### INSTRUCTIONS FOR THE TASK
Copy the whole listing below exactly.

### EXERCISE INPUT
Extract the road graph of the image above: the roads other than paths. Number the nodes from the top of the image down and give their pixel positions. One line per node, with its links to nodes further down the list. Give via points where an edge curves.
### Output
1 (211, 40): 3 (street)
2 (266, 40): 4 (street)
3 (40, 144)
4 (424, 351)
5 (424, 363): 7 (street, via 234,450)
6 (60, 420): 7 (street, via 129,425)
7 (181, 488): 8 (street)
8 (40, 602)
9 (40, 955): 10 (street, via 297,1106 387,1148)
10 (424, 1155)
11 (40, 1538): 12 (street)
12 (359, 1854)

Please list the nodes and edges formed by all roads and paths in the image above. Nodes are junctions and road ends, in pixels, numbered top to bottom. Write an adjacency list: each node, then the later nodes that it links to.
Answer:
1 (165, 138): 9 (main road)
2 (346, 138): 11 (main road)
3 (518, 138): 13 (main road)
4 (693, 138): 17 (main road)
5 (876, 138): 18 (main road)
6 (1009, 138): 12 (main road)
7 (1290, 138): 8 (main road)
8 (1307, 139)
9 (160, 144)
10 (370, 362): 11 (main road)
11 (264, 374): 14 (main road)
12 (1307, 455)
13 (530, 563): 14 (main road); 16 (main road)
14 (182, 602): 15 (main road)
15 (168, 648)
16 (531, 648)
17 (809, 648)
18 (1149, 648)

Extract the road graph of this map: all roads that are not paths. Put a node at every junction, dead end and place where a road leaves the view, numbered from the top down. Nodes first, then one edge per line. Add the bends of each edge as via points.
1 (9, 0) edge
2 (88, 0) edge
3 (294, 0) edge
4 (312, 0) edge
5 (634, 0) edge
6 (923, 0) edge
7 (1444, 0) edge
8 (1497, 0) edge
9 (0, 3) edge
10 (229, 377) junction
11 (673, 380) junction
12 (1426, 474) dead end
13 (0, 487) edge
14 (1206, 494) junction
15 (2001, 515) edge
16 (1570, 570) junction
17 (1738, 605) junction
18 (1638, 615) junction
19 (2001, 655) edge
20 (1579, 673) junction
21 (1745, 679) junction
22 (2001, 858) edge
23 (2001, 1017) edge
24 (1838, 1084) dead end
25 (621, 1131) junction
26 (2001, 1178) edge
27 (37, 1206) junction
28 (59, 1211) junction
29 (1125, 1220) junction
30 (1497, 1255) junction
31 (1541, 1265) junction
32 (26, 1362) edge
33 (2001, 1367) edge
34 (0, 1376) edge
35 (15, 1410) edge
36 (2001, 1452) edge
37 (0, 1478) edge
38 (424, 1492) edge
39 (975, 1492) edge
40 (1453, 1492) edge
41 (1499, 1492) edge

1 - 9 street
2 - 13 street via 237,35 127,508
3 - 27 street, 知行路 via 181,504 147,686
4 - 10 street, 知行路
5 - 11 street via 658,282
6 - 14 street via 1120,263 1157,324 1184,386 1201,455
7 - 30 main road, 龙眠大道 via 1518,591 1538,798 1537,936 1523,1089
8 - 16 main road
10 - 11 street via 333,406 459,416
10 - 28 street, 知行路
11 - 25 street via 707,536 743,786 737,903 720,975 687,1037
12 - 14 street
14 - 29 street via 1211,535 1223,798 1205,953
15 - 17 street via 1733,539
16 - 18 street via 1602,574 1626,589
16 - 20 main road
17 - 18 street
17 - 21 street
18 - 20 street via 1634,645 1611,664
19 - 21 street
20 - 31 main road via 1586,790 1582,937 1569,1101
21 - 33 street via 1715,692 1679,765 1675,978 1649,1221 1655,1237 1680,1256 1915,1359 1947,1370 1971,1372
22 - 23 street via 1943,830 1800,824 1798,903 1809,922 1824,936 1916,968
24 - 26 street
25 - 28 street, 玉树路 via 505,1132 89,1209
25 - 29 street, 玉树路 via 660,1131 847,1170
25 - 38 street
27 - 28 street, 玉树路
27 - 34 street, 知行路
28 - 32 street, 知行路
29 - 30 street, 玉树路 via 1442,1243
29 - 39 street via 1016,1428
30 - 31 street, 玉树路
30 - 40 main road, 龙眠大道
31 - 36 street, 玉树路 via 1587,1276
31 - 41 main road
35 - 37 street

### WRITTEN RESPONSE
Extract the road graph of the image above: the roads other than paths. Number the nodes from the top of the image down and give their pixel positions. One line per node, with its links to nodes further down the list. Give via points where an edge curves.
### Output
1 (211, 40): 3 (street)
2 (266, 40): 4 (street)
3 (40, 144)
4 (424, 351)
5 (424, 363): 7 (street, via 234,450)
6 (60, 420): 7 (street, via 129,425)
7 (181, 488): 8 (street)
8 (40, 602)
9 (40, 955): 10 (street, via 297,1106 387,1148)
10 (424, 1155)
11 (40, 1538): 12 (street)
12 (359, 1854)

Please list the nodes and edges formed by all roads and paths in the image above. Nodes are junctions and road ends, in pixels, numbered top to bottom. Write an adjacency list: each node, then the later nodes that it links to.
Answer:
1 (165, 138): 9 (main road)
2 (346, 138): 11 (main road)
3 (518, 138): 13 (main road)
4 (693, 138): 17 (main road)
5 (876, 138): 18 (main road)
6 (1009, 138): 12 (main road)
7 (1290, 138): 8 (main road)
8 (1307, 139)
9 (160, 144)
10 (370, 362): 11 (main road)
11 (264, 374): 14 (main road)
12 (1307, 455)
13 (530, 563): 14 (main road); 16 (main road)
14 (182, 602): 15 (main road)
15 (168, 648)
16 (531, 648)
17 (809, 648)
18 (1149, 648)

Extract the road graph of this map: all roads that are not paths. Put a node at every junction, dead end and place where a road leaves the view, numbered from the top down. Nodes first, then one edge per line. Add the bends of each edge as via points.
1 (9, 0) edge
2 (88, 0) edge
3 (294, 0) edge
4 (312, 0) edge
5 (634, 0) edge
6 (923, 0) edge
7 (1444, 0) edge
8 (1497, 0) edge
9 (0, 3) edge
10 (229, 377) junction
11 (673, 380) junction
12 (1426, 474) dead end
13 (0, 487) edge
14 (1206, 494) junction
15 (2001, 515) edge
16 (1570, 570) junction
17 (1738, 605) junction
18 (1638, 615) junction
19 (2001, 655) edge
20 (1579, 673) junction
21 (1745, 679) junction
22 (2001, 858) edge
23 (2001, 1017) edge
24 (1838, 1084) dead end
25 (621, 1131) junction
26 (2001, 1178) edge
27 (37, 1206) junction
28 (59, 1211) junction
29 (1125, 1220) junction
30 (1497, 1255) junction
31 (1541, 1265) junction
32 (26, 1362) edge
33 (2001, 1367) edge
34 (0, 1376) edge
35 (15, 1410) edge
36 (2001, 1452) edge
37 (0, 1478) edge
38 (424, 1492) edge
39 (975, 1492) edge
40 (1453, 1492) edge
41 (1499, 1492) edge

1 - 9 street
2 - 13 street via 237,35 127,508
3 - 27 street, 知行路 via 181,504 147,686
4 - 10 street, 知行路
5 - 11 street via 658,282
6 - 14 street via 1120,263 1157,324 1184,386 1201,455
7 - 30 main road, 龙眠大道 via 1518,591 1538,798 1537,936 1523,1089
8 - 16 main road
10 - 11 street via 333,406 459,416
10 - 28 street, 知行路
11 - 25 street via 707,536 743,786 737,903 720,975 687,1037
12 - 14 street
14 - 29 street via 1211,535 1223,798 1205,953
15 - 17 street via 1733,539
16 - 18 street via 1602,574 1626,589
16 - 20 main road
17 - 18 street
17 - 21 street
18 - 20 street via 1634,645 1611,664
19 - 21 street
20 - 31 main road via 1586,790 1582,937 1569,1101
21 - 33 street via 1715,692 1679,765 1675,978 1649,1221 1655,1237 1680,1256 1915,1359 1947,1370 1971,1372
22 - 23 street via 1943,830 1800,824 1798,903 1809,922 1824,936 1916,968
24 - 26 street
25 - 28 street, 玉树路 via 505,1132 89,1209
25 - 29 street, 玉树路 via 660,1131 847,1170
25 - 38 street
27 - 28 street, 玉树路
27 - 34 street, 知行路
28 - 32 street, 知行路
29 - 30 street, 玉树路 via 1442,1243
29 - 39 street via 1016,1428
30 - 31 street, 玉树路
30 - 40 main road, 龙眠大道
31 - 36 street, 玉树路 via 1587,1276
31 - 41 main road
35 - 37 street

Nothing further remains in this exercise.